- Interactive map of the The Mount Community Centre area
- Former names: Mount St. Joseph (1895–2013) Inglewood (1869–1895)

General information
- Architectural style: Gothic Revival Neoclassical
- Location: 1545 Monaghan Road Peterborough, Ontario K9J 5N3
- Coordinates: 44°18′23.3136″N 78°20′29.1084″W﻿ / ﻿44.306476000°N 78.341419000°W
- Construction started: 1869
- Client: David G. Halton

Website
- www.themountpeterborough.ca

= Mount St. Joseph (Peterborough, Ontario) =

Heritage building in Peterborough, Ontario

Mount St. Joseph, now known as The Mount Community Centre, is a former convent of the Sisters of St. Joseph of Peterborough, located at 1545 Monaghan Road in Peterborough, Ontario, Canada. The building, originally a farmhouse built in 1869, was the Sisters' motherhouse from 1895 until 2008.

In 2009, the Mount was sold to a private developer and sat empty until 2013 when it was purchased by the Peterborough Poverty Reduction Network and converted into The Mount Community Centre, a non-religious, non-profit corporation with charitable status, and affordable housing units.

The building is designated by the City of Peterborough under Part IV of the Ontario Heritage Act by By-Law 09-158 as being of cultural heritage value or interest.

==History==
===Halton and Sherwood families===
The building was built in 1869 as a private residence for David G. Halton, a local police magistrate, known as Inglewood. In the late 1860s, Inglewood was sold to the Sherwood family who owned it until selling it and its 10-acre property to the Sisters of St. Joseph for $6,350 in 1893.

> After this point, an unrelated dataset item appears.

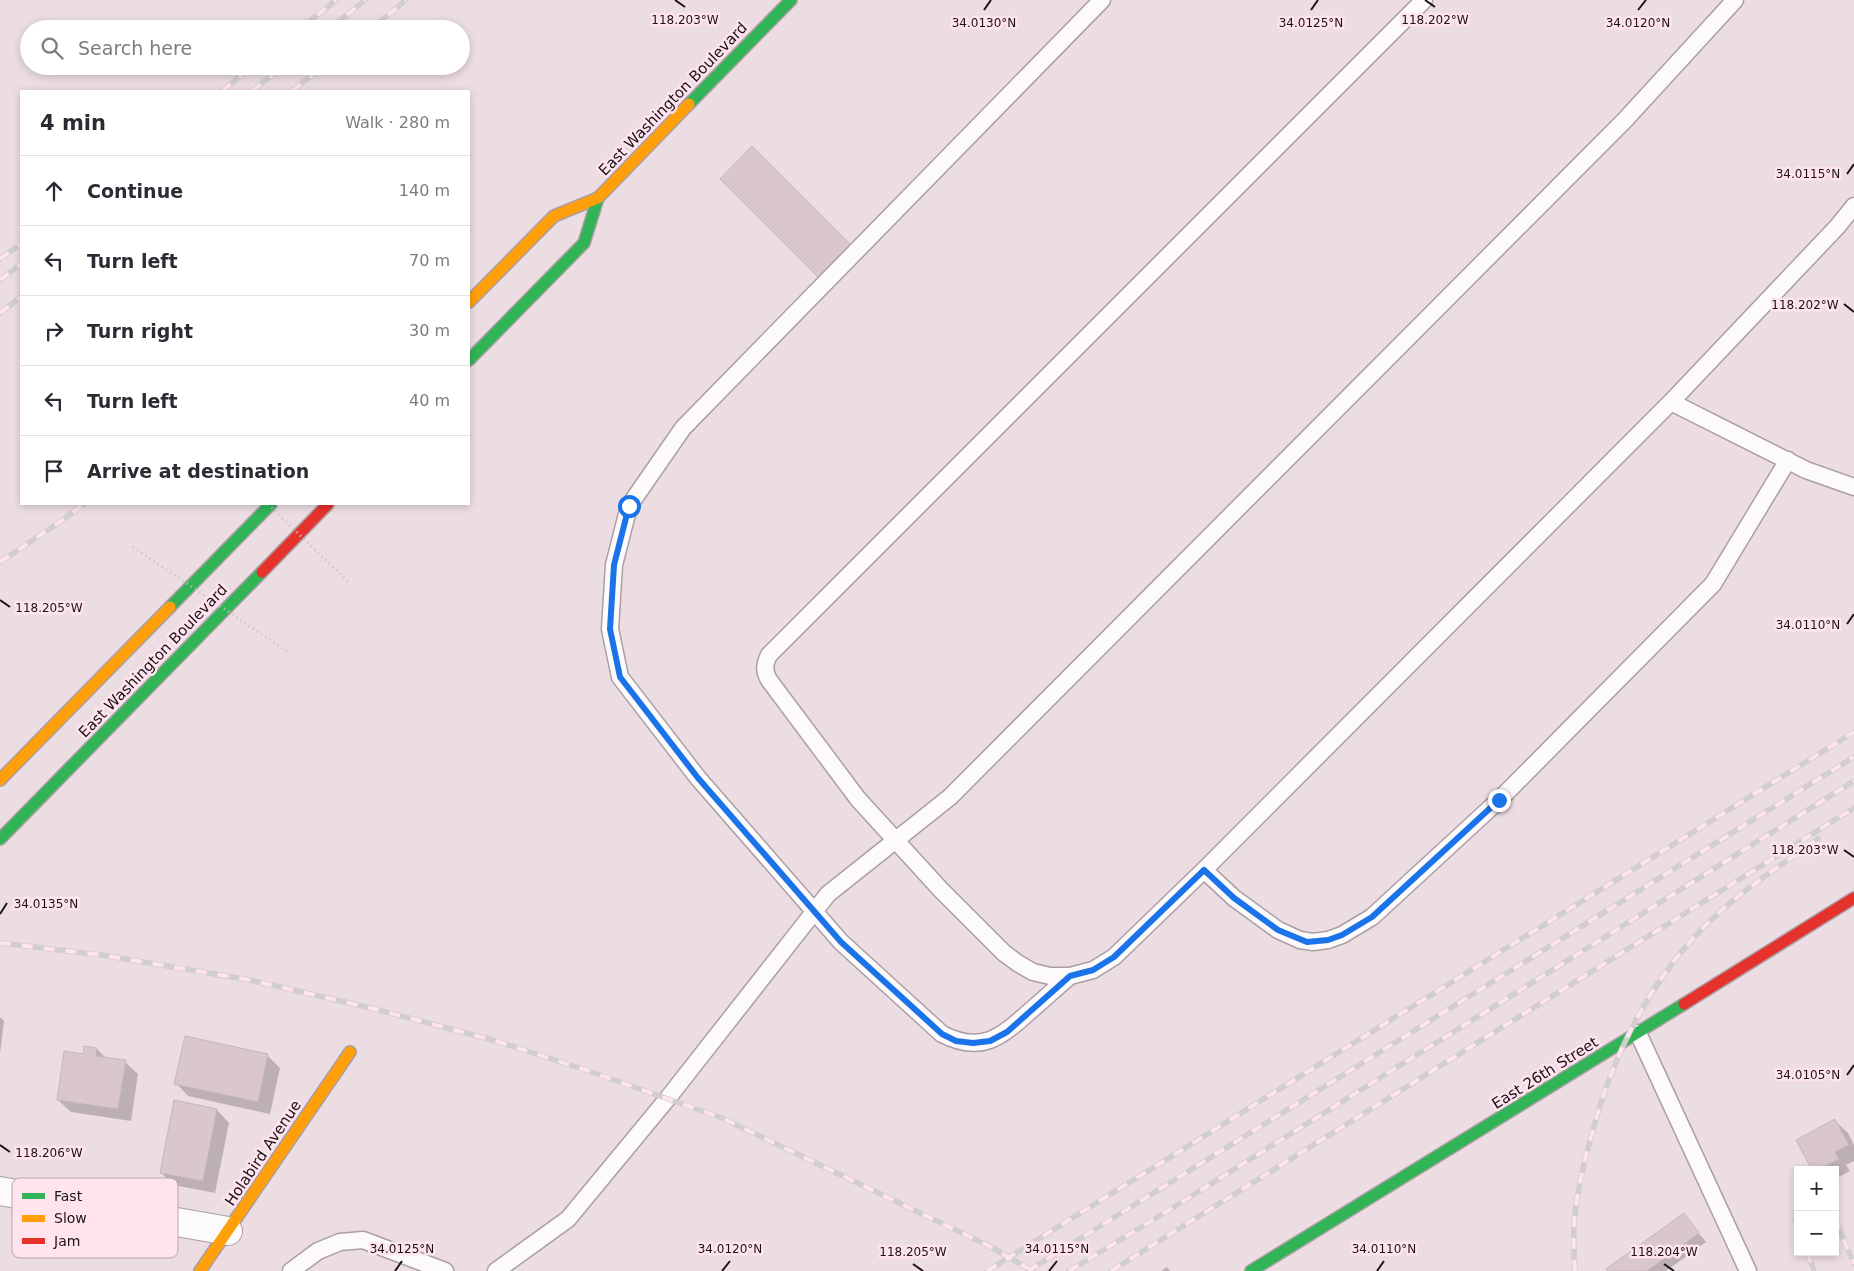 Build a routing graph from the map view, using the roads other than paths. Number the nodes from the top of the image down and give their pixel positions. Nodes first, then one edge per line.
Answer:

===Sister of St. Joseph of Peterborough===
The Congregation of the Sisters of St. Joseph was founded in Le Puy-en-Velay, France, in 1650. The congregation was established in Toronto in 1851 by Mother Delphine Fontbonne and three other Sisters of St. Joseph of Philadelphia. Mother Austin Doran was the founding Mother Superior of the Peterborough congregation. In 1890, at the request of Bishop Richard Alphonsus O'Connor, she led the small group of sisters from Toronto to establish a congregation for the Diocese of Peterborough and to help run St. Joseph's Hospital. The Sisters bought the Inglewood farmhouse and surrounding property in 1893. The Sisters had little money and the Bishop was unwilling to offer financial support so Mother Austin had to borrow $1000 from her sister-in-law and borrow the rest from the bank to finance the purchase. Bishop O'Connor blessed the new motherhouse on January 1, 1895.

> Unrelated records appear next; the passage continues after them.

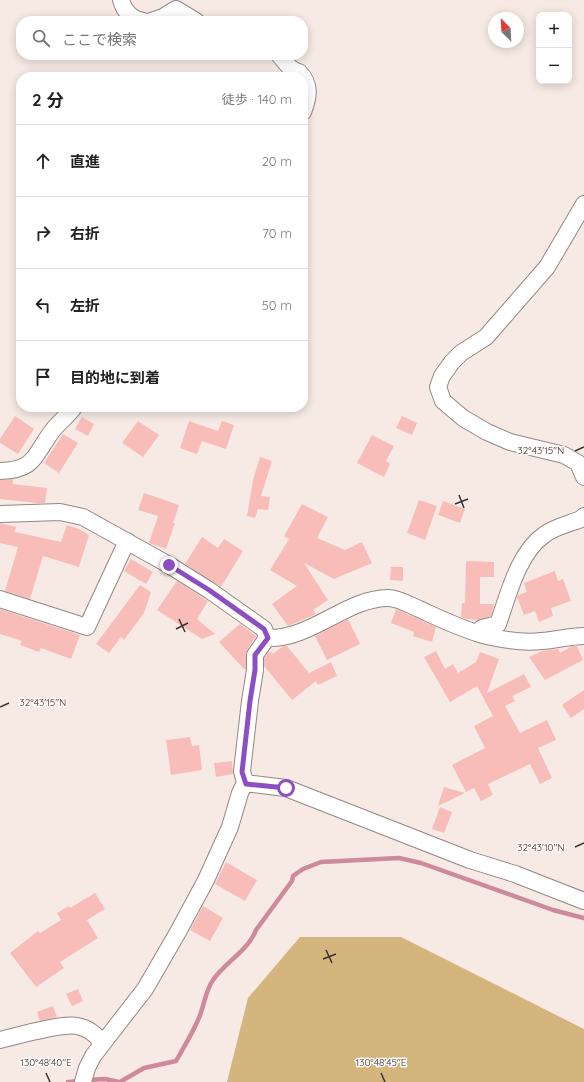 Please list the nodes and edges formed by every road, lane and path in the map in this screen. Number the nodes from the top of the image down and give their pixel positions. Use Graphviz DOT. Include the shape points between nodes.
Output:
graph roads {
  1 [pos="121,0"];
  2 [pos="130,16"];
  3 [pos="165,16"];
  4 [pos="188,16"];
  5 [pos="283,60"];
  6 [pos="299,72"];
  7 [pos="308,84"];
  8 [pos="308,101"];
  9 [pos="584,204"];
  10 [pos="69,412"];
  11 [pos="0,471"];
  12 [pos="584,477"];
  13 [pos="0,514"];
  14 [pos="584,516"];
  15 [pos="127,541"];
  16 [pos="0,599"];
  17 [pos="480,634"];
  18 [pos="584,636"];
  19 [pos="268,638"];
  20 [pos="246,784"];
  21 [pos="584,901"];
  22 [pos="0,1040"];
  23 [pos="102,1043"];
  24 [pos="85,1075"];
  1 -- 2 [label="street"];
  3 -- 4 [label="street" via="176,9"];
  5 -- 6 [label="street" via="290,68"];
  7 -- 8 [label="street"];
  9 -- 12 [label="street" via="547,267 486,337 452,362 438,387 444,401 463,418 510,442 564,456 578,463"];
  10 -- 11 [label="street" via="53,430 37,456 26,466"];
  13 -- 15 [label="street" via="60,512 82,517"];
  14 -- 17 [label="street" via="545,534 533,543 520,564 498,624 482,628"];
  15 -- 16 [label="street" via="87,627"];
  15 -- 19 [label="street" via="222,599 264,629"];
  17 -- 18 [label="street" via="512,640 542,641"];
  17 -- 19 [label="street" via="389,598 359,604 298,633 278,639"];
  19 -- 20 [label="street" via="255,655 242,772"];
  20 -- 21 [label="street" via="286,788"];
  20 -- 23 [label="street" via="240,793 230,827 206,880 178,932 145,989"];
  22 -- 23 [label="street" via="58,1027 76,1026 91,1030"];
  23 -- 24 [label="street"];
}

At its peak, the Mount was home to over 100 sisters. The Peterborough congregation branched out to communities throughout the diocese and beyond such as Sault Ste. Marie, North Bay and Parry Sound. They taught in local Catholic schools until the late 1970s and were active in the running of St. Joseph's Hospital until 1988.

In 2008, facing a shrinking congregation, the Sisters decided to sell the Mount and built a smaller, modern, environmentally conscious convent designed by Teeple Architects nextdoor. The new convent won the 2012 OAA Design Excellence Award.

===The Mount Community Centre===
After being sold by the Sisters, the Mount was purchased by a private developer. Their plans for a condominium development never came to fruition and it was put up for sale again in 2013. Since 2011, the Peterborough Poverty Reduction Network had been investigating the potential and the risks of acquiring the former Mount building as a community asset. The network agreed to purchase the property on July 30, 2013. The space is now run by a non-profit corporation known as The Mount Community Centre. The former dormitories have been converted into affordable housing units.

Today space in the building is leased by community organizations such as the Victorian Order of Nurses and the Kawartha Land Trust. The Mount has been home to St. Paul's Presbyterian Church since 2018 when their 1859 church building in downtown Peterborough was declared unstable, sold and subsequently demolished.

==Architecture==
The original Inglewood farmhouse, dating from 1869, survives at the centre of the building. Originally an Italianate residence, later remodelling transformed the building into the more ecclesiastical Neoclassical and Gothic Revival styles. It was expanded in 1904, 1911, 1933, 1952 and 1969. Noted Toronto-based ecclesiastical architect Arthur W. Holmes designed the chapel constructed in 1933 in the Gothic Revival style.